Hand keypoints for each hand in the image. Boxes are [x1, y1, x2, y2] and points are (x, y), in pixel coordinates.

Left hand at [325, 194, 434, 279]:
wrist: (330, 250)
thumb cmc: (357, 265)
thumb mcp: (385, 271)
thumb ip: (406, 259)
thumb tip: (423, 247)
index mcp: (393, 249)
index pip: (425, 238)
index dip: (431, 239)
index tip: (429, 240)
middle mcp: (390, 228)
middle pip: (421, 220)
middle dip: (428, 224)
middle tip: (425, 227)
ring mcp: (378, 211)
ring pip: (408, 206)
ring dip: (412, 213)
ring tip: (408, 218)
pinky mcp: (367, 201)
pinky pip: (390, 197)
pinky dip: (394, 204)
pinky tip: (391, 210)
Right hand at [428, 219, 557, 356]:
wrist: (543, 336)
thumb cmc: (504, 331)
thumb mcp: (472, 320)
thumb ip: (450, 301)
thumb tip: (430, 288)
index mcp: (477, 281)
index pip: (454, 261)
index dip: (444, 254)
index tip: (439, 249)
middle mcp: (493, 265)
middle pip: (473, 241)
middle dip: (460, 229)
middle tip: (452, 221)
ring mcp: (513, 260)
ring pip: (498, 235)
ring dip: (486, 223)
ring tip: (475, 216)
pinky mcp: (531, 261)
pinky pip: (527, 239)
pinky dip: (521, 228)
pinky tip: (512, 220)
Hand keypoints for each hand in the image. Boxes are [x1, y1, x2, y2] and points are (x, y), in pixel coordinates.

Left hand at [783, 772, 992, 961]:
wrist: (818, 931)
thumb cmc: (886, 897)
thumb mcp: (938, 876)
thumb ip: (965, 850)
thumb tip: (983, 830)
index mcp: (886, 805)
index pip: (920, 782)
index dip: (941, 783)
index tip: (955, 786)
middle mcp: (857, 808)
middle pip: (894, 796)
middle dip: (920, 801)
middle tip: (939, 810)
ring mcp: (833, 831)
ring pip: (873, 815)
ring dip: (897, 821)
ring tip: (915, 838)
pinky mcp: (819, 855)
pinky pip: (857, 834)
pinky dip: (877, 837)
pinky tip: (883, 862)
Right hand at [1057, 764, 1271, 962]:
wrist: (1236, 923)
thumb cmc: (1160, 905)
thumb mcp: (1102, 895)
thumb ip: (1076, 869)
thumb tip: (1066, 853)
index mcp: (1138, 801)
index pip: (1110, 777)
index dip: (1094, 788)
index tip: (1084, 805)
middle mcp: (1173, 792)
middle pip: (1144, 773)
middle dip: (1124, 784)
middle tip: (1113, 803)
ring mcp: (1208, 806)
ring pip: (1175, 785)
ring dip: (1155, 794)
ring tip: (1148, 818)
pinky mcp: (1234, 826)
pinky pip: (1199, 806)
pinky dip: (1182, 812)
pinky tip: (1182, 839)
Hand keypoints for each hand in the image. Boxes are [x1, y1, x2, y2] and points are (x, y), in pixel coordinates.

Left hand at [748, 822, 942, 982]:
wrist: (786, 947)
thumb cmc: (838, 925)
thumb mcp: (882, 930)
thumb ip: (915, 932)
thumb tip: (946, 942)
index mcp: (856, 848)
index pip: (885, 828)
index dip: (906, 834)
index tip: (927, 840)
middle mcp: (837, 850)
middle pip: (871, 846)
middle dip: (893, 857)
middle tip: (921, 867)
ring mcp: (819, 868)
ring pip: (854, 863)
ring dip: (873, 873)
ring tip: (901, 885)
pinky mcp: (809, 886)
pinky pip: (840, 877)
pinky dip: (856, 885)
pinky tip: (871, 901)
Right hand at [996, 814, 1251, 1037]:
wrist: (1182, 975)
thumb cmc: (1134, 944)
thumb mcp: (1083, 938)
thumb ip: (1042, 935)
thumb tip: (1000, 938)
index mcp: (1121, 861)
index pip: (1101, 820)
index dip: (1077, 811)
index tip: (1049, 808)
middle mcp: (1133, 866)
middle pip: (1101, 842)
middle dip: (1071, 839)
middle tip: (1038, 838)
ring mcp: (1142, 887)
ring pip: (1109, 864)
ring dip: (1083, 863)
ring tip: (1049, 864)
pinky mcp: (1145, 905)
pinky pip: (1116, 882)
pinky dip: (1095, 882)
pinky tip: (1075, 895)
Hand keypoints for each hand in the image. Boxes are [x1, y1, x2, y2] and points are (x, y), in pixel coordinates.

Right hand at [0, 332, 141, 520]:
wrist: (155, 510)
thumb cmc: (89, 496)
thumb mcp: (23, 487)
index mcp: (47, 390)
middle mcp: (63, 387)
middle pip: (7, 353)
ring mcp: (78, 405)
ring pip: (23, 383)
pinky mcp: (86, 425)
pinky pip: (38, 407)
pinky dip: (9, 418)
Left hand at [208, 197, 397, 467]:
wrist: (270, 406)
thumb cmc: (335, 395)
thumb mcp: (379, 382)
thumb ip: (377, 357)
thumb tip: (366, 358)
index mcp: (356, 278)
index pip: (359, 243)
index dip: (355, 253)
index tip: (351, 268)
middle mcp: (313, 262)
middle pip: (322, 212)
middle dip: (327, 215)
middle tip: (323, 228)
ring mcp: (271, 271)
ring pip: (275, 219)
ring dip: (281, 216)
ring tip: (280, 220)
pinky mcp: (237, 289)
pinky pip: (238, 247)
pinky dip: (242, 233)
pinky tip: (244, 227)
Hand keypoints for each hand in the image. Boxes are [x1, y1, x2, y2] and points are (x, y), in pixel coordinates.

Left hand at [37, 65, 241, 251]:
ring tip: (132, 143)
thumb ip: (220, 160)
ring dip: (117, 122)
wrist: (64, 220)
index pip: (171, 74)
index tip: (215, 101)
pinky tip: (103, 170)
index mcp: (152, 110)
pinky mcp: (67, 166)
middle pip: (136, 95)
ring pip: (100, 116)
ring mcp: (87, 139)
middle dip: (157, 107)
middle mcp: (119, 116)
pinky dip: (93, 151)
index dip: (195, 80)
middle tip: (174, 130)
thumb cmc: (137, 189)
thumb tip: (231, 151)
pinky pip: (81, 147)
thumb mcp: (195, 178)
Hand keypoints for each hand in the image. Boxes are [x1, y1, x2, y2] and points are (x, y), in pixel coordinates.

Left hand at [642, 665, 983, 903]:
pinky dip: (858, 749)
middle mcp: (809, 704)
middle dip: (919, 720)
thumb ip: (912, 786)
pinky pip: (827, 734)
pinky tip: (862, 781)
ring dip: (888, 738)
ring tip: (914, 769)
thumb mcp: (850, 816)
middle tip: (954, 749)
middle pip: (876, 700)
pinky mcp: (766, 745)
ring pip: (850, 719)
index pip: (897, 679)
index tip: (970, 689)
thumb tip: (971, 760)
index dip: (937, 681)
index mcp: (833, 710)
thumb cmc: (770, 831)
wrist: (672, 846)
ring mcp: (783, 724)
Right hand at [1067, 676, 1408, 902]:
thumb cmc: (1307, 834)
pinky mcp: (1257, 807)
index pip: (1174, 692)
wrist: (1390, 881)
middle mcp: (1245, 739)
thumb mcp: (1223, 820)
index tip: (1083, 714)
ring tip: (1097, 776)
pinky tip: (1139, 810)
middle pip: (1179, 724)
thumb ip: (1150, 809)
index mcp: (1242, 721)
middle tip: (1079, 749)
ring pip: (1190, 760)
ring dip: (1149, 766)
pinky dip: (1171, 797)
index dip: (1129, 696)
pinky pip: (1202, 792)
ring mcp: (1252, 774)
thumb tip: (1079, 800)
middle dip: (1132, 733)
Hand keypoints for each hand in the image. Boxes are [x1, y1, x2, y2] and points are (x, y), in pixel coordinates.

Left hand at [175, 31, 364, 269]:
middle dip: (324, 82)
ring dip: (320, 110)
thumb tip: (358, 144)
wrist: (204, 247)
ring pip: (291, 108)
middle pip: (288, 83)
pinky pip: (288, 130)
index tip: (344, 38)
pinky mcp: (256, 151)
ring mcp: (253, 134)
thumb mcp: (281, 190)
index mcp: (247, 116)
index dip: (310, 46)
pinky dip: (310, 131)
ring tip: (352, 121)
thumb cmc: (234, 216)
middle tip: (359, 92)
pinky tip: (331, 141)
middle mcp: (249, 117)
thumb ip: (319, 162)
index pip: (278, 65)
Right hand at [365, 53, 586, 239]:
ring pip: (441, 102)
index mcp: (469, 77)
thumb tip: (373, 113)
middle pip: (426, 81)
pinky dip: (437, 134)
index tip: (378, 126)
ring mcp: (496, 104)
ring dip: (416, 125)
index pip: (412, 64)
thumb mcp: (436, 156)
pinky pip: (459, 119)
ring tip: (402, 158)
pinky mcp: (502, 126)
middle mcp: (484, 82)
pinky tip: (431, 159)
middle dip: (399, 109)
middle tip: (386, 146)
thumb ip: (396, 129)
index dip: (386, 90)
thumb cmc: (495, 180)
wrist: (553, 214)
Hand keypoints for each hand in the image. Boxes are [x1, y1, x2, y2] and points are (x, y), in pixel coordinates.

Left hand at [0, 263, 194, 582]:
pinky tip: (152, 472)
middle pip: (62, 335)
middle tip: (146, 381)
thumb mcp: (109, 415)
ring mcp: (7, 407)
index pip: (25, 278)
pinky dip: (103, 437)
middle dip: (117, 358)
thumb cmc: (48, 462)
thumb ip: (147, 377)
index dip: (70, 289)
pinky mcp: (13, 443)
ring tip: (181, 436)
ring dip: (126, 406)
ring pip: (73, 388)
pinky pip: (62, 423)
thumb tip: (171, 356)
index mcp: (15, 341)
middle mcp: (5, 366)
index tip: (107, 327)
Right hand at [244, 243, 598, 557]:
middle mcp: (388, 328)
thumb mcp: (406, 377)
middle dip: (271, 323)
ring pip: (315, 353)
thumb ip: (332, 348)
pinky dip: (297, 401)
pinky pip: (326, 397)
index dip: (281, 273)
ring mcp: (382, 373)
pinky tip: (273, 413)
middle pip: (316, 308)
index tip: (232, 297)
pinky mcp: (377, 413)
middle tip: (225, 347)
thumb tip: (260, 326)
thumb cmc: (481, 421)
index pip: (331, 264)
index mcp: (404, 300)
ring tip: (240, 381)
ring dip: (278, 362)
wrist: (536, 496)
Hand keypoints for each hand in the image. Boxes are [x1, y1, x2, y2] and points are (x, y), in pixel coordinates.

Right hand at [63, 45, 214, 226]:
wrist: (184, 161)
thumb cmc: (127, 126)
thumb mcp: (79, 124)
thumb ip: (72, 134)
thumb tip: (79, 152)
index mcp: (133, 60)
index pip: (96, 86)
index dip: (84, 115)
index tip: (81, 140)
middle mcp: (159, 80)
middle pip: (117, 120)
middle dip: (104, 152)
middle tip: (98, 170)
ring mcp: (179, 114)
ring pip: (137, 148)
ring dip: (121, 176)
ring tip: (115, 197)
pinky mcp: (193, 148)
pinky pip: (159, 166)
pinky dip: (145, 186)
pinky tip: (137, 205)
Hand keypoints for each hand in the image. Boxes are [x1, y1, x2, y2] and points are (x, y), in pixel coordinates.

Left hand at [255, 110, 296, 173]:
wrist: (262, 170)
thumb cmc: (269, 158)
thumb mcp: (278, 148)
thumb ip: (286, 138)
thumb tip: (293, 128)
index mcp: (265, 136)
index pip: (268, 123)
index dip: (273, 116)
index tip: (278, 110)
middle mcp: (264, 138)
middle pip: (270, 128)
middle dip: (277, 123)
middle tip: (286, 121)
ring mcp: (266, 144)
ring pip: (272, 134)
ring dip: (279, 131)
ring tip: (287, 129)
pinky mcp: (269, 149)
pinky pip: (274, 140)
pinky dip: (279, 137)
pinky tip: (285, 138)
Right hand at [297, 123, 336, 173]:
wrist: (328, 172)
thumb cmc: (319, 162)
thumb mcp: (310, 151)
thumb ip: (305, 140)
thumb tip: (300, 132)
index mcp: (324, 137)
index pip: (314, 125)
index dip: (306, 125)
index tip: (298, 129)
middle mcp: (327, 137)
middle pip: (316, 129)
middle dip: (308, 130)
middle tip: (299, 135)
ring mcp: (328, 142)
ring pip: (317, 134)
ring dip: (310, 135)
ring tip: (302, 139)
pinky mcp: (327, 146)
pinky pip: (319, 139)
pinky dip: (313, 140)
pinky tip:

┄┄┄┄┄┄┄┄┄┄

▶ **ABOUT THIS EXERCISE**: The lines above, starting at the one with "index dip: (937, 681)" and ending at the one with "ring tip: (181, 436)", are the only ones to return, exactly as written.

▶ **WRITTEN SOLUTION**:
index dip: (937, 681)
index mcp: (833, 710)
thumb cmc: (770, 831)
wrist: (672, 846)
ring mcp: (783, 724)
Right hand at [1067, 676, 1408, 902]:
thumb cmc: (1307, 834)
pinky mcp: (1257, 807)
index pip: (1174, 692)
wrist: (1390, 881)
middle mcp: (1245, 739)
thumb mcp: (1223, 820)
index tip: (1083, 714)
ring tip: (1097, 776)
pinky tip: (1139, 810)
middle pip: (1179, 724)
thumb ip: (1150, 809)
index mcp: (1242, 721)
middle tip: (1079, 749)
ring pip: (1190, 760)
ring dip: (1149, 766)
pinky dip: (1171, 797)
index dip: (1129, 696)
pinky pip: (1202, 792)
ring mcp: (1252, 774)
thumb tip: (1079, 800)
middle dip: (1132, 733)
Hand keypoints for each hand in the image. Boxes are [x1, y1, x2, y2] and points are (x, y), in pixel coordinates.

Left hand at [175, 31, 364, 269]:
middle dip: (324, 82)
ring dip: (320, 110)
thumb tip: (358, 144)
wrist: (204, 247)
ring pip: (291, 108)
middle pip: (288, 83)
pinky pip: (288, 130)
index tip: (344, 38)
pinky mcp: (256, 151)
ring mcp: (253, 134)
thumb mcp: (281, 190)
index mcp: (247, 116)
index dip: (310, 46)
pinky dip: (310, 131)
ring tip: (352, 121)
thumb cmc: (234, 216)
middle tip: (359, 92)
pinky tip: (331, 141)
middle mcp: (249, 117)
thumb ip: (319, 162)
index pip: (278, 65)
Right hand at [365, 53, 586, 239]:
ring pip: (441, 102)
index mcp: (469, 77)
thumb tip: (373, 113)
middle pip: (426, 81)
pinky dip: (437, 134)
index tip: (378, 126)
ring mcp: (496, 104)
ring dip: (416, 125)
index pip: (412, 64)
thumb mcp: (436, 156)
pinky pip: (459, 119)
ring tip: (402, 158)
pinky mcp: (502, 126)
middle mcp: (484, 82)
pinky tip: (431, 159)
middle dip: (399, 109)
middle tip: (386, 146)
thumb ip: (396, 129)
index dip: (386, 90)
thumb cmc: (495, 180)
wrist: (553, 214)
Hand keypoints for each hand in the image. Boxes are [x1, y1, x2, y2] and points are (x, y), in pixel coordinates.

Left hand at [0, 263, 194, 582]:
pinky tip: (152, 472)
middle pip: (62, 335)
middle tip: (146, 381)
thumb mcp: (109, 415)
ring mcp: (7, 407)
index pip: (25, 278)
pinky dip: (103, 437)
middle dip: (117, 358)
thumb cmc: (48, 462)
thumb ip: (147, 377)
index dip: (70, 289)
pinky mcp: (13, 443)
ring tip: (181, 436)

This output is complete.